///
Uma das inovações do Estatuto da Cidade foi a definição de instrumentos de planejamento urbano, classificados pelo estatuto como planos, institutos tributários e financeiros, institutos jurídicos e políticos, dentre outros. Complementando o Estatuto da Cidade, a Resolução Nº 34 do Conselho Nacional das Cidades, instituída em 1º de julho de 2005, definiu orientações sobre o conteúdo mínimo do Plano Diretor.
Para um instrumento ser implementado, o nível de regulamentação no Plano Diretor deve ser suficiente para que, no licenciamento urbanístico de novos projetos privados ou no planejamento de uma intervenção pública em uma determinada área da cidade, tais instrumentos sejam efetivamente incorporados.

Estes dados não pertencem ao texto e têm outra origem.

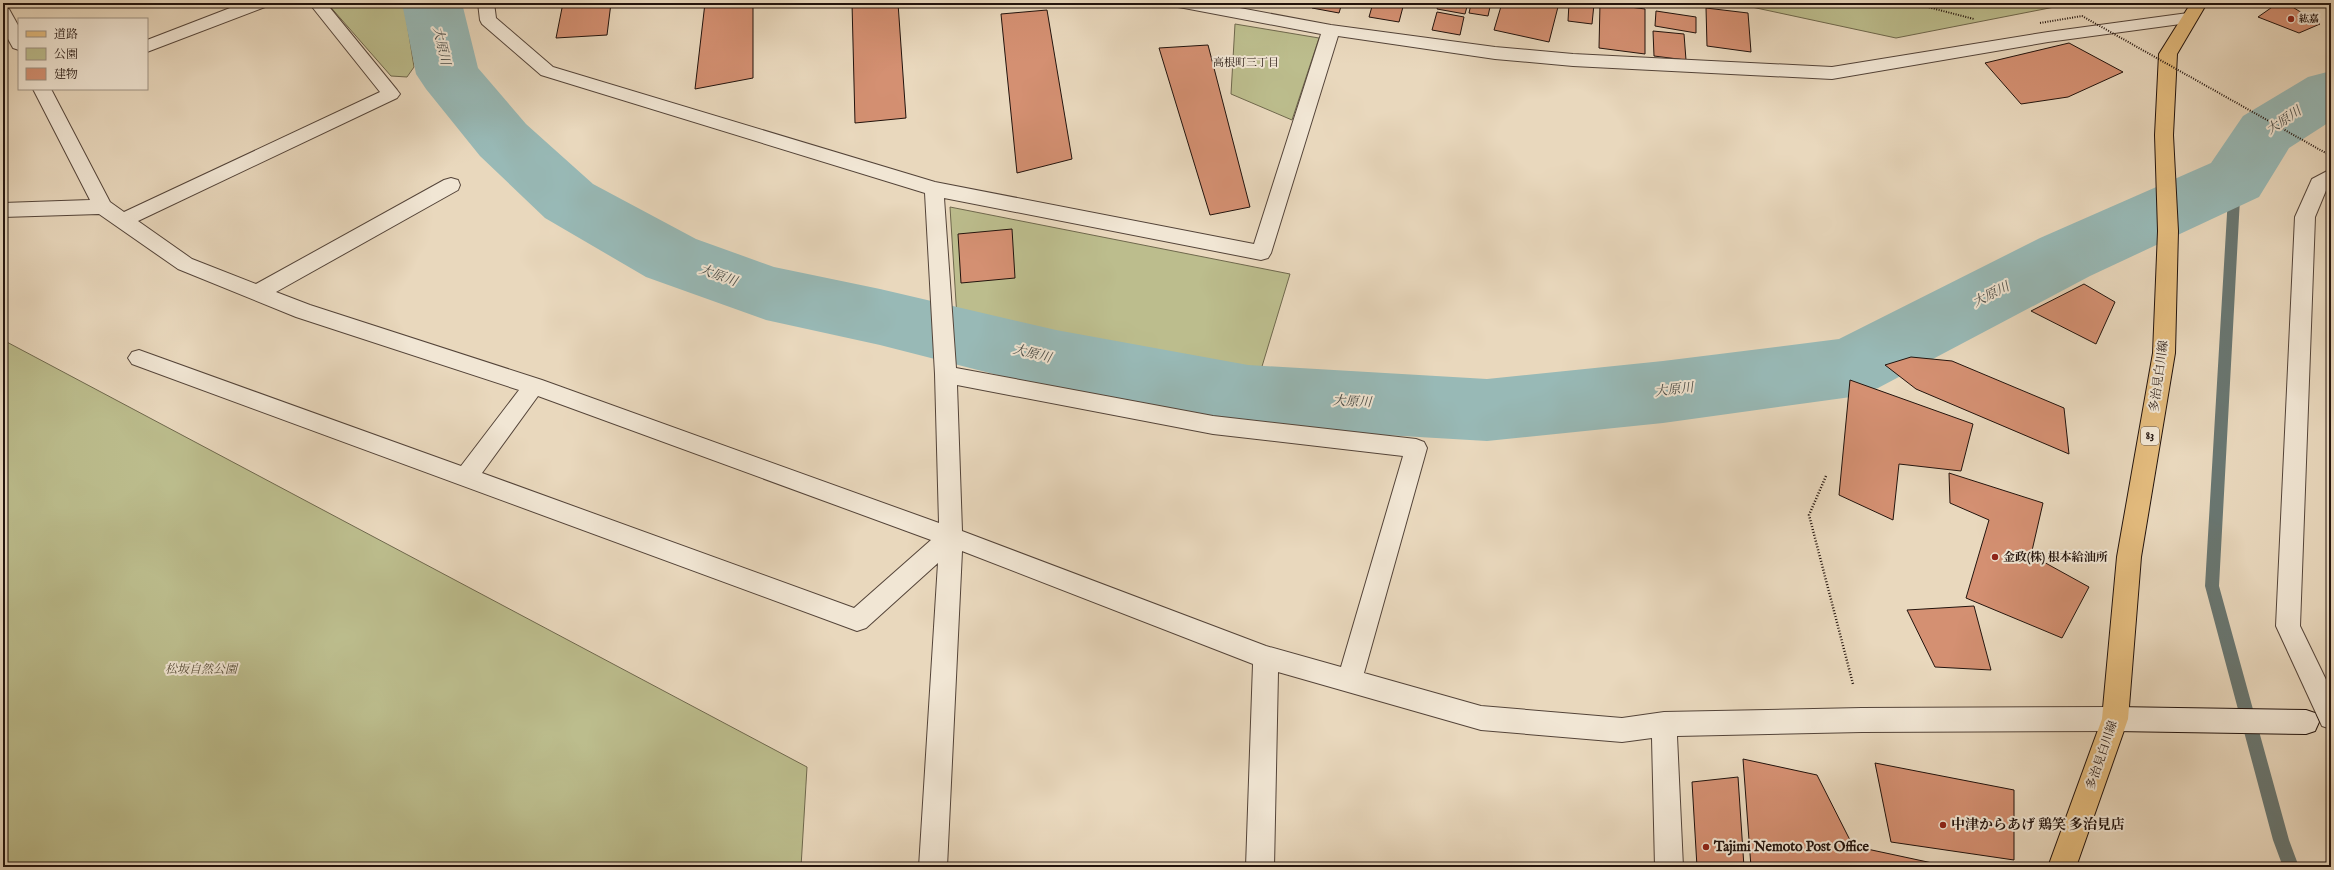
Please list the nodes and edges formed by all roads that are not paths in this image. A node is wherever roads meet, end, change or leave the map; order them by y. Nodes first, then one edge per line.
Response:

De acordo com os autores do livro Os planos diretores municipais pós-Estatuto da Cidade: balanço crítico e perspectivas – 2011, um dos principais problemas identificados na pesquisa é como o Plano Diretor deve definir como cada porção do território cumpra sua função social e, para tanto, deve apresentar com clareza a configuração espacial das diretrizes e dos instrumentos voltados à regulação do uso e ocupação do solo e dos investimentos públicos. Um desses instrumentos é a instituição das Zonas Especiais de Interesse social– ZEIS.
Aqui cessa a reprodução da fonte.